Wintersville, Ohio — First there were bears and then bobcats, but now mountain lions?
It may seem so as an off-duty officer with the Ohio DNR Division of Wildlife has reported to agency officials that on July 29 he observed what may be a mountain lion in the Wintersville area of Jefferson County. This location is near the 3,032-acre Fernwood State Forest.
The closest large community in the region is Steubenville, located along the Ohio River.
Fernwood State Forest contains the remnants of coal extraction and is considered remote and rugged, with many small lakes and ponds and consisting of mature mixed hardwoods.
Wildlife division officials and local police are in the area, scouting for any sign of the would-be mountain lion, also commonly called a cougar or panther.
Agency officials further say that the District Three (Northeast Ohio) Office in Akron will field reports of any similar potential sightings. Those sightings can be called in the District office at (330) 644-2293.
Likewise, the agency sent safety tips to area schools and such for distribution to athletic and cross-country teams, the material noting how to avoid conflicts.
While little is known as to whether this sighting is genuine or not, the wildlife division also is reviewing its records of people licensed to own such animals.
Oho recently stiffened its laws regulating exotic wild animals including the requirement of site inspection of any facility and additional permitting protocols.
And even though periodic and scattered reports of mountain lions in Ohio have cropped up, in virtually all instances, the to-date consensus has been either the creature in question was misidentified or else was a deliberately released or escaped animal.

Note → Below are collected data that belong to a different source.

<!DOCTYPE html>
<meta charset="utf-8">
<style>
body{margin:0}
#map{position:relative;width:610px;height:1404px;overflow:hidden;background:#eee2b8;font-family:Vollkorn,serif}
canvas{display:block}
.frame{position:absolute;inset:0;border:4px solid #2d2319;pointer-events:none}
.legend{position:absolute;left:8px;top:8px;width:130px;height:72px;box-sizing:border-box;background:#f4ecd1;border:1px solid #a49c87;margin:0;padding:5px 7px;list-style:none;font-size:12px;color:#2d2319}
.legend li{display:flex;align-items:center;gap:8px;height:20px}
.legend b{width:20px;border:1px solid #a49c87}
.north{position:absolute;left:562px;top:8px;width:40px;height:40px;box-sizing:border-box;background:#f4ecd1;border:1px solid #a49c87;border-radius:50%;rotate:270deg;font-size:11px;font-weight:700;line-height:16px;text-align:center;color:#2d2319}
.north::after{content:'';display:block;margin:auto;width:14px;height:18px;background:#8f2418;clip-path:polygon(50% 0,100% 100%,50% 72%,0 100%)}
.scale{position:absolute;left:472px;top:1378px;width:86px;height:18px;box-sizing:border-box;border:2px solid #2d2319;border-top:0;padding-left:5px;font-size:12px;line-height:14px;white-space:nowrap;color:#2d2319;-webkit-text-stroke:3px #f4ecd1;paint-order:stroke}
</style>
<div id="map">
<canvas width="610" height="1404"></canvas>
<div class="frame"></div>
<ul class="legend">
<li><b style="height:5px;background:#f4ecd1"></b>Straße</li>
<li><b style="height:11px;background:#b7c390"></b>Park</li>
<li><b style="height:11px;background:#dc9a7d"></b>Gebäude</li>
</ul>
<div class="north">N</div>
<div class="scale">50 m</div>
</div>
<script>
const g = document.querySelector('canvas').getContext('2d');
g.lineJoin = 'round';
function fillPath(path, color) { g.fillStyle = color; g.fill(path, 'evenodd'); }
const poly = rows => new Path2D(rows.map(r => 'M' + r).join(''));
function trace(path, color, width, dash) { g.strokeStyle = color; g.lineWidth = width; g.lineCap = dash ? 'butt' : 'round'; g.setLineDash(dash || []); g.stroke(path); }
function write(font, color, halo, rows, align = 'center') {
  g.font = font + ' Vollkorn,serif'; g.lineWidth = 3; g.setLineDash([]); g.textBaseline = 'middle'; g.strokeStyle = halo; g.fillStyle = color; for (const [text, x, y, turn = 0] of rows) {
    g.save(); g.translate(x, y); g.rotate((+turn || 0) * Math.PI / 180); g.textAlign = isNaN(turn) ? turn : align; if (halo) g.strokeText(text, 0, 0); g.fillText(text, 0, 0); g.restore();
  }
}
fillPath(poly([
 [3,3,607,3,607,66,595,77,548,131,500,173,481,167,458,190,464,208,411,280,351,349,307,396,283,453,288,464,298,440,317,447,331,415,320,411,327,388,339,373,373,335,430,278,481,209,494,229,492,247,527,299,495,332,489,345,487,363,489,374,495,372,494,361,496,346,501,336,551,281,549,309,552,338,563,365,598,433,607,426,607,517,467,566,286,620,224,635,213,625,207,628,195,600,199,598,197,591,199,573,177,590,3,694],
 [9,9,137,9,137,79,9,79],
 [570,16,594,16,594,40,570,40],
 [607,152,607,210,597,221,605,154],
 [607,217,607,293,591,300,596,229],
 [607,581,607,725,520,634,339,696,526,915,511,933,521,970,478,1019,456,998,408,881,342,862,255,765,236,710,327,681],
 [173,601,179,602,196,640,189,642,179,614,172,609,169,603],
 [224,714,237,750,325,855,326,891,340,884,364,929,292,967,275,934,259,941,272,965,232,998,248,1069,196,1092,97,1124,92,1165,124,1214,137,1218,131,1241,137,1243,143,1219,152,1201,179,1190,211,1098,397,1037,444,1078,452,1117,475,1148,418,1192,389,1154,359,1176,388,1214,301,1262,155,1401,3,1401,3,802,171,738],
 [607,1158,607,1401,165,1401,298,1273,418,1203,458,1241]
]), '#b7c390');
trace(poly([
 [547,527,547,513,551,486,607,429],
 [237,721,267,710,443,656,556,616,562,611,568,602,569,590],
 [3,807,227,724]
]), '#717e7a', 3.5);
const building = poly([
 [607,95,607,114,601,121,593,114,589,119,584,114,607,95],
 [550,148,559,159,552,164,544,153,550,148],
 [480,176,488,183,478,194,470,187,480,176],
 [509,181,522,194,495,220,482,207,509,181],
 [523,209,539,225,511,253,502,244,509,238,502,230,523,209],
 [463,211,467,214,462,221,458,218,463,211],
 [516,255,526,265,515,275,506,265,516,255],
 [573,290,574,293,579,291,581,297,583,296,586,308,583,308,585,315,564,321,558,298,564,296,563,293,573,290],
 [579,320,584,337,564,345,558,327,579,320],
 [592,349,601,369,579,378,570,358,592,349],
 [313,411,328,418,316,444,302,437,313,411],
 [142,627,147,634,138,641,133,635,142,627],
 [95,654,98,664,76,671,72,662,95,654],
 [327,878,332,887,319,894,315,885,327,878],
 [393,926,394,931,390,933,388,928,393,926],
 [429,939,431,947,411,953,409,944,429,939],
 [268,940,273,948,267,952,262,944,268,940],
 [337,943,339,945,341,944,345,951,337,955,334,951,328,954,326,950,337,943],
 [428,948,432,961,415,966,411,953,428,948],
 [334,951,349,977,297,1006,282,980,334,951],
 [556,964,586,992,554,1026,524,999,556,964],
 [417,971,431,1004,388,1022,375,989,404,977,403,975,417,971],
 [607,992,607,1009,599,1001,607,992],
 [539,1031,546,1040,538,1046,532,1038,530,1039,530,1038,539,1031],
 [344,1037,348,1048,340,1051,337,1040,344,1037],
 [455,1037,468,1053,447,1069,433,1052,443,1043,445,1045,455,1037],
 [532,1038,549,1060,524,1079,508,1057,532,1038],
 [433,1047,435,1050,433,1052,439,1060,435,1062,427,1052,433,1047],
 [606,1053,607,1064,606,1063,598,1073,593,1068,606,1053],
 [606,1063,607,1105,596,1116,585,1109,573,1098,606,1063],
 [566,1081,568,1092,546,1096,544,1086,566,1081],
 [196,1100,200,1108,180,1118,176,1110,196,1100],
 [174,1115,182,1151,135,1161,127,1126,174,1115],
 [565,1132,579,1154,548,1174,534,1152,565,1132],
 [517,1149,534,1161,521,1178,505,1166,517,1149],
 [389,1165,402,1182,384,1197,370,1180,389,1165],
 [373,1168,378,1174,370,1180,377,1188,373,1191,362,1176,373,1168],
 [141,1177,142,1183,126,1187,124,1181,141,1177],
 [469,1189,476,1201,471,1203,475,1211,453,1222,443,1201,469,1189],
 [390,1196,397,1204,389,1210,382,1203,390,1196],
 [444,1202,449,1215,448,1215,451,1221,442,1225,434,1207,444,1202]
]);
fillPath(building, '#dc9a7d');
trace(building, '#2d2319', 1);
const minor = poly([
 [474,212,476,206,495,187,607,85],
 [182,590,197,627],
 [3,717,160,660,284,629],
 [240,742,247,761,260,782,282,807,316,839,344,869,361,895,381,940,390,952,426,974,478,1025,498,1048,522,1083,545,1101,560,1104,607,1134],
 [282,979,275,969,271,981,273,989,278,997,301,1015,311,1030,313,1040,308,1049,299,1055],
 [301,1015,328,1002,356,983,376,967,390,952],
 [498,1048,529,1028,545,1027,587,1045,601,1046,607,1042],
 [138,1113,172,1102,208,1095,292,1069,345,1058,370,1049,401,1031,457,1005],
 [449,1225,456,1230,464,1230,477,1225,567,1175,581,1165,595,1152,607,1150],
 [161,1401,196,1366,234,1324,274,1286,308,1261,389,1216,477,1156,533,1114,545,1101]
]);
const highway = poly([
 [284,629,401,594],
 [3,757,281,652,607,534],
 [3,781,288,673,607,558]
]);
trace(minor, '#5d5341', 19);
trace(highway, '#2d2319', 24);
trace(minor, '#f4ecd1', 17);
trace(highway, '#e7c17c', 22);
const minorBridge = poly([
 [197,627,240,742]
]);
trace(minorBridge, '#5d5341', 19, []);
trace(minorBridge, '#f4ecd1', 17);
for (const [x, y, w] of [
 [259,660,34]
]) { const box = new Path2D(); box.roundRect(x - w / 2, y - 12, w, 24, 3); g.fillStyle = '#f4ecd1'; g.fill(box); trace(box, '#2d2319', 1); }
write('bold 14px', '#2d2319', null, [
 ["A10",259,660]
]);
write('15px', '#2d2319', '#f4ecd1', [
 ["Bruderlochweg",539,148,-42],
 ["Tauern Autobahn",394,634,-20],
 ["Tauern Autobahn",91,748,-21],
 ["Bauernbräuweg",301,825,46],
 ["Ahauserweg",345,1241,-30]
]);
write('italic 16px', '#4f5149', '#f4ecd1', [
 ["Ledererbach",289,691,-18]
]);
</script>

State biologists do say that if the sighting was genuine and the animal was a wild mountain lion, then in all likelihood it was a young male. That is because young male lions and young male black bears share a trait that, once sent on their way by their mothers, the animals are looking for new territory to set up home ranges.
If the lion did exist and was seen, that does not mean it is still in Jefferson County. Mountain lions have extensive home ranges and can move as far as 20 miles per day, said Jamey Emmert, public information specialist for the agency’s District Three office.
Ohio is within the species’ original pre-European settlement range, says the national non-profit Cougar Fund.
The Cougar Fund says no known population of cougars exist in the state, having been extirpated long ago.
“The closest known breeding east-to-west population of mountain lions is northwest Nebraska, and north-to-south breeding population is the Florida panther,” said Penny Maldonado, the Cougar Fund’s managing director.
That being said, Maldonado also noted that the wildlife division is spot on by saying how young male mountain lions occasionally wander far from their natal homes.
“It’s called dispersal,” she said.
As far as a mountain lion posing a high risk to humans, such is rarely the case, says Maldonado.
“There have been just 20 known human fatalities by mountain lions over the past 120 years,” Maldonado says. “That’s not to diminish the tragedy in each of these cases but many more children are killed from falls out of shopping carts than by mountain lion attacks.
“The greatest threat to us and to the cats is our own fear,” she said.